Work to complete: Could you output the entries that follow exactly, omitting any pictures they contain?

Available data section start

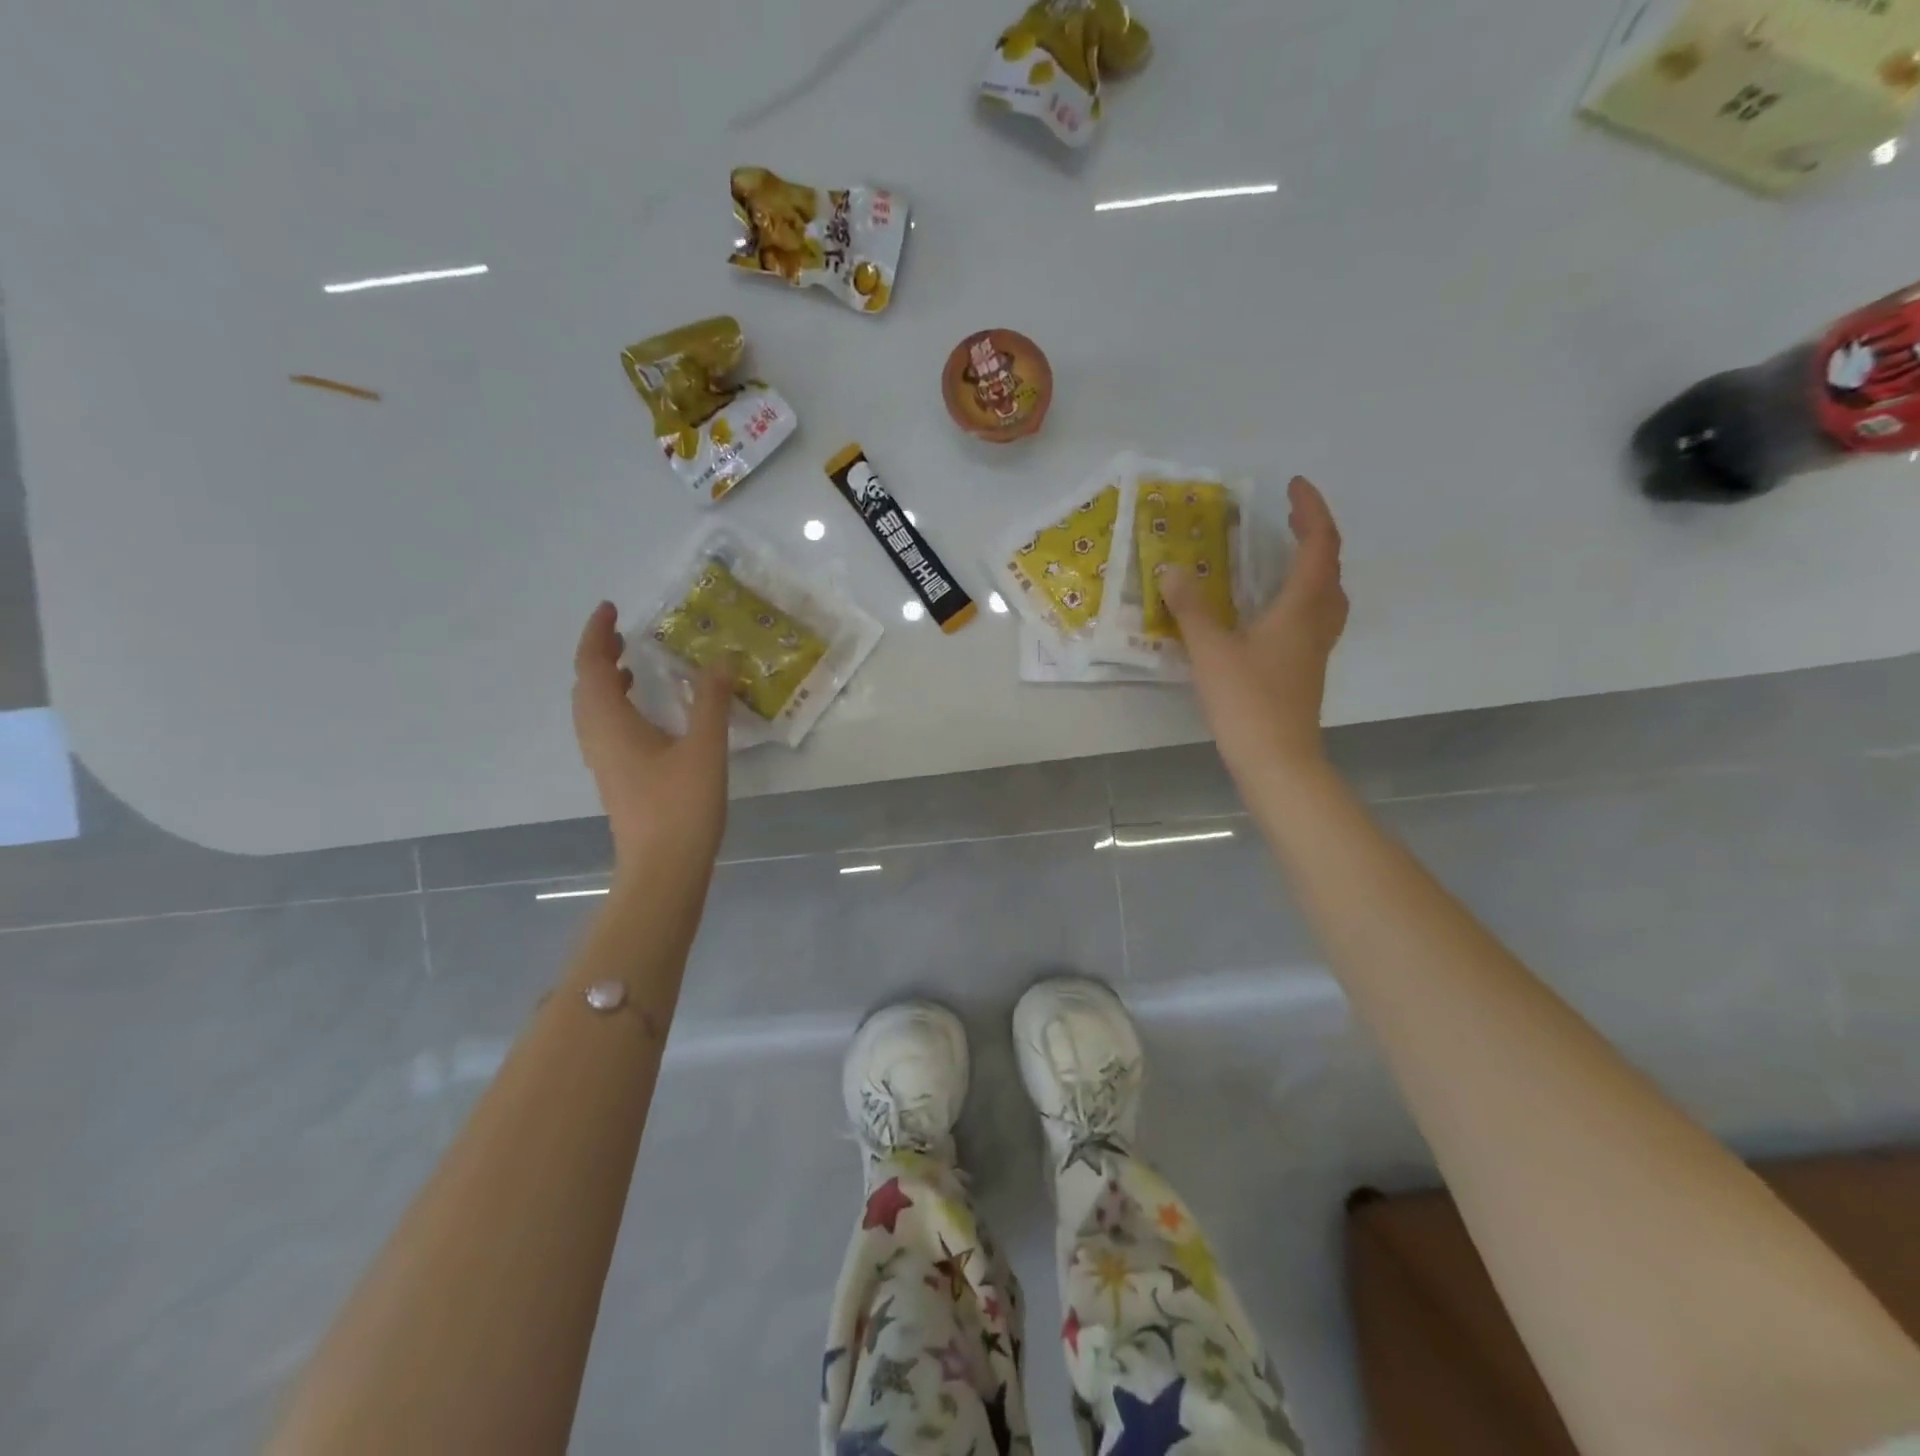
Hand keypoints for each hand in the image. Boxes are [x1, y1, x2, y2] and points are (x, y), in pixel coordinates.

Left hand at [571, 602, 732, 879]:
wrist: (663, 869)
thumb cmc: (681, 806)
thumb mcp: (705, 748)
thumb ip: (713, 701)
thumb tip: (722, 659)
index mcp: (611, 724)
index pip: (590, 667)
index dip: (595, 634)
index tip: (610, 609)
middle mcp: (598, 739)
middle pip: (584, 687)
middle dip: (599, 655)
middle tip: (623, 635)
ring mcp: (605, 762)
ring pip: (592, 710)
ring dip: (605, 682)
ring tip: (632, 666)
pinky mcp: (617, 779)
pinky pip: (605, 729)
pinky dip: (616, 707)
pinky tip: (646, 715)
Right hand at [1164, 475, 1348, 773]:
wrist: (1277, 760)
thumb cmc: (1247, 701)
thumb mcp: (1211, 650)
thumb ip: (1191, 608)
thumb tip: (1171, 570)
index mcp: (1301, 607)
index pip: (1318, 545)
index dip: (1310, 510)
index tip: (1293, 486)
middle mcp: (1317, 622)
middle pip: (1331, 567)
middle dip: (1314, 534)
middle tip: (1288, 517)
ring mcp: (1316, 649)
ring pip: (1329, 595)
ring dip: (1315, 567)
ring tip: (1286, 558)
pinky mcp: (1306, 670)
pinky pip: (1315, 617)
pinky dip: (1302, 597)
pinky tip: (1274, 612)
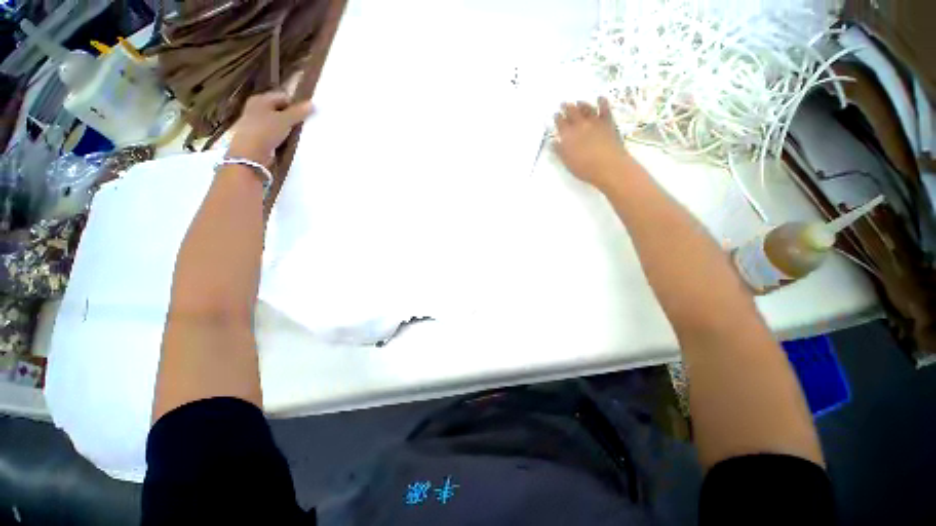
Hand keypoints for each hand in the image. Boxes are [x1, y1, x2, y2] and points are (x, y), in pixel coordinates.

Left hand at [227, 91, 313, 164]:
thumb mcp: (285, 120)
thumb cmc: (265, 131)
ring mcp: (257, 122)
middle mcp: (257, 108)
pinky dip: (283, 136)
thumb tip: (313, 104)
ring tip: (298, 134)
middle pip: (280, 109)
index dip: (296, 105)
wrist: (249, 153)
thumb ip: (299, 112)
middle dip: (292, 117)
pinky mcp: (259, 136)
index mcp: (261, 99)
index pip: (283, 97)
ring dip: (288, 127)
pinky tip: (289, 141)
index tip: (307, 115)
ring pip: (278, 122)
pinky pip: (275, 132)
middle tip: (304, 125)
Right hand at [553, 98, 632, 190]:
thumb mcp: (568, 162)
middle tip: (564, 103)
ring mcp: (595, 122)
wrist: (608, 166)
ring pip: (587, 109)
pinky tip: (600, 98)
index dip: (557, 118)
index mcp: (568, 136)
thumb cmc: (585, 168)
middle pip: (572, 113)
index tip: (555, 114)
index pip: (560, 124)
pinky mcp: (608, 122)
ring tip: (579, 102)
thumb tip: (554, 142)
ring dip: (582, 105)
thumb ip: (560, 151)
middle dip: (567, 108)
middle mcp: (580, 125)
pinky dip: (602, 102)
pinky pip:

Available data section end

Task solution:
Hand keypoints for each hand in the image. Boxes are [x1, y1, x2, y2] and points are (x, y), in pixel coordinates.

Left hand at [571, 602, 732, 879]:
wrist: (663, 869)
thumb cmc: (681, 806)
thumb mcp: (705, 748)
thumb ip: (713, 701)
thumb tip: (722, 659)
index mcp: (611, 724)
index pip: (590, 667)
index dip: (595, 634)
index tip: (610, 609)
middle mcp: (598, 739)
middle pip: (584, 687)
middle dip: (599, 655)
middle tip: (623, 635)
ring mcp: (605, 762)
ring pip: (592, 710)
ring dip: (605, 682)
ring tip: (632, 666)
pinky mcp: (617, 779)
pinky pip: (605, 729)
pinky dip: (616, 707)
pinky tip: (646, 715)
Right hand at [1164, 475, 1348, 773]:
wrist: (1277, 760)
thumb cmc: (1247, 701)
thumb mcp: (1211, 650)
thumb ip: (1191, 608)
thumb tip: (1171, 570)
index mcp: (1301, 607)
index pip: (1318, 545)
index dip: (1310, 510)
index tip: (1293, 486)
middle mcp: (1317, 622)
middle pip: (1331, 567)
middle dip: (1314, 534)
middle tip: (1288, 517)
ring mcp: (1316, 649)
ring pip: (1329, 595)
ring dip: (1315, 567)
ring tip: (1286, 558)
pinky mcp: (1306, 670)
pinky pip: (1315, 617)
pinky dip: (1302, 597)
pinky tip: (1274, 612)
Hand keypoints for each hand in the image. Boxes are [x1, y1, x2, y2] and points are (x, y), in pixel coordinates.

Left hand at [227, 91, 313, 164]:
thumb mcp: (285, 120)
thumb cmc: (265, 131)
ring mcp: (257, 122)
middle mcp: (257, 108)
pinky dip: (283, 136)
thumb tip: (313, 104)
ring tip: (298, 134)
middle pip: (280, 109)
index dip: (296, 105)
wrist: (249, 153)
thumb ip: (299, 112)
middle dip: (292, 117)
pinky mcp: (259, 136)
index mcp: (261, 99)
index pip: (283, 97)
ring dip: (288, 127)
pinky tip: (289, 141)
index tip: (307, 115)
ring pip: (278, 122)
pinky pip: (275, 132)
middle tip: (304, 125)
Right hand at [553, 98, 632, 190]:
thumb mcp: (568, 162)
middle tip: (564, 103)
ring mcp: (595, 122)
wrist: (608, 166)
ring pip: (587, 109)
pinky tip: (600, 98)
index dip: (557, 118)
index mcp: (568, 136)
thumb cmc: (585, 168)
middle pip: (572, 113)
index tip: (555, 114)
index pip: (560, 124)
pinky mcp: (608, 122)
ring tip: (579, 102)
thumb tip: (554, 142)
ring dip: (582, 105)
thumb ip: (560, 151)
middle dip: (567, 108)
middle mcp: (580, 125)
pinky dip: (602, 102)
pinky pip:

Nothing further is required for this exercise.